Mas organizemo-nos: eu sou um europeu branco, heterossexual e com mais duma dúzia de anos de escola, faço portanto parte da minoria que já nasceu com o cu virado para a lua. Em cima disto cresci num ambiente em que não havia desnível de autoridade, de respeito devido ou de monopólio da violência entre pai e mãe, como nunca houve diferença entre o que se esperava do filho e o que se esperava da filha; foi muito mais tarde que a minha irmã e eu nos apercebemos que isto não era assim em todas as casas, se calhar nem sequer na maioria delas.

Ficávamos, a minha irmã e eu, sempre admirados quando víamos pais (da geração do nosso) que não entravam na cozinha, irmãos que tinham as camas feitas pelas irmãs, mesas levantadas exclusivamente pelas mulheres, maridos com vergonha de estender a roupa à vista dos vizinhos. De início achávamos que o resto da realidade carecia de explicação (perguntar aos nossos pais dava uma palestra de direito romano com ele e impropérios sobre “gente subdesenvolvida” com ela) mas eventualmente lá percebemos que a anormalidade a precisar de explicação éramos nós, e não todos os outros. Daqui foi fácil perceber quem era a heroína desta história: a nossa avó paterna.

Ainda hoje, para o fim da festa na aldeia dos meus avós, me aparece um ou outro octogenário avinhado com a inevitável introdução “... A tua avó era uma casa!” seguida duma nova velha história da titânica mãe do meu pai. Porque na Beira Baixa dos anos 50 e 60 era realmente raro uma mulher não só não aceitar a emigração do marido, como vestir luto por um vivo, criar dois filhos sozinha e ao mesmo tempo impor um respeito social pela sua pessoa que continua a reverberar hoje, anos e anos após a sua morte. Esta camponesa sem um dia de escola, ferozmente independente, que sustentou uma família monoparental com o que tirava do chão e que aos oitenta anos ainda subia às oliveiras para as podar, é a mulher no nosso passado que nos inoculou, ao meu pai e a mim, contra o fantástico medo que os homens deste país continuam a ter duma mulher forte.
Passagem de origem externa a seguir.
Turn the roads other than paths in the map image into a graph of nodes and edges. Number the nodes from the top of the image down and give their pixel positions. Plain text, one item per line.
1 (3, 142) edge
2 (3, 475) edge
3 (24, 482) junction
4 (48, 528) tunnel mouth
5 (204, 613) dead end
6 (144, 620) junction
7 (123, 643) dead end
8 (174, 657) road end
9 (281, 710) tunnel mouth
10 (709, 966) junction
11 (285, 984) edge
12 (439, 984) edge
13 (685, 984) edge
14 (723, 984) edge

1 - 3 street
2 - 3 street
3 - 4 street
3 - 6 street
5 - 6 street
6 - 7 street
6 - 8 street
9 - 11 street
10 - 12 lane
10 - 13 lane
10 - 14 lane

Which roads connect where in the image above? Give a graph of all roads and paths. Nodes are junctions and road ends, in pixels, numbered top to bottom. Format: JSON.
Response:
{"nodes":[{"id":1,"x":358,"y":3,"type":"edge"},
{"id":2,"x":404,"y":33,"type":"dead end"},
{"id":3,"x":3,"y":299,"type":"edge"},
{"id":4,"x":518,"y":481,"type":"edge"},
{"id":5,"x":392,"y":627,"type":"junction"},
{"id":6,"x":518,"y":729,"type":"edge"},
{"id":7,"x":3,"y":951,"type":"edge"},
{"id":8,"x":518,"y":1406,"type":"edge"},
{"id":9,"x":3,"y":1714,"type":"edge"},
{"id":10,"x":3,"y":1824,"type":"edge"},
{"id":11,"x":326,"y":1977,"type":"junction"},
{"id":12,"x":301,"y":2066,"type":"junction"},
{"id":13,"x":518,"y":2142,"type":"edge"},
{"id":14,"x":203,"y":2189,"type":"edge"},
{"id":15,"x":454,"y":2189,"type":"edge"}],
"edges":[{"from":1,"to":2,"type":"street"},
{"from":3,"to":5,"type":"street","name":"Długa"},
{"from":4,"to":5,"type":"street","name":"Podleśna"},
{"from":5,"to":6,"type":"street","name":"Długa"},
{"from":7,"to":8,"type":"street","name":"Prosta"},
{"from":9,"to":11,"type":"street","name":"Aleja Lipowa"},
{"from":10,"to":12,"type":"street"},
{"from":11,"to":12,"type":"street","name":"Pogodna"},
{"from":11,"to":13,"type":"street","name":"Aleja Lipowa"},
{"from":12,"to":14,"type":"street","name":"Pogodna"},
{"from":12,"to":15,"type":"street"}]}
Porque não nos enganemos por um segundo: o que gera as agressões às Marias da Luz deste mundo, os homicídios por amantes despeitados (33 em Portugal, só no ano passado), a falocracia instituída e inegável apenas na diferença salarial média entre sexos (17,5% na nossa civilizada União Europeia), a misoginia feroz e desenvergonhada de todos os monoteísmos; é o medo.

Medo de mulheres com cabeça, tronco e membros, de mulheres com sexualidade e intelecto, de mulheres com opiniões e ideias e agência que ultrapassem a esfera privada da cozinha; medo de perder o controlo, medo de se ser menos homem, medo de se parecer fraco, medo de admitir que o que nos separa não é assim tanto, medo até de se ter medo. É deste imenso pavor que nascem as santas e as putas que continuam a poluir a mente dos meninos, desta fantasia da superioridade da testosterona que se expele todo o machismo vazio, sexismo atrasado e transida homofobia que nos envenena a vida a todos, homens e mulheres. É neste negro horror que se criam estas Marias da escuridão e é este velho terror que temos de desaprender porque, como nos ensina a Maria da Luz na reportagem, “liberdade é viver sem medo”.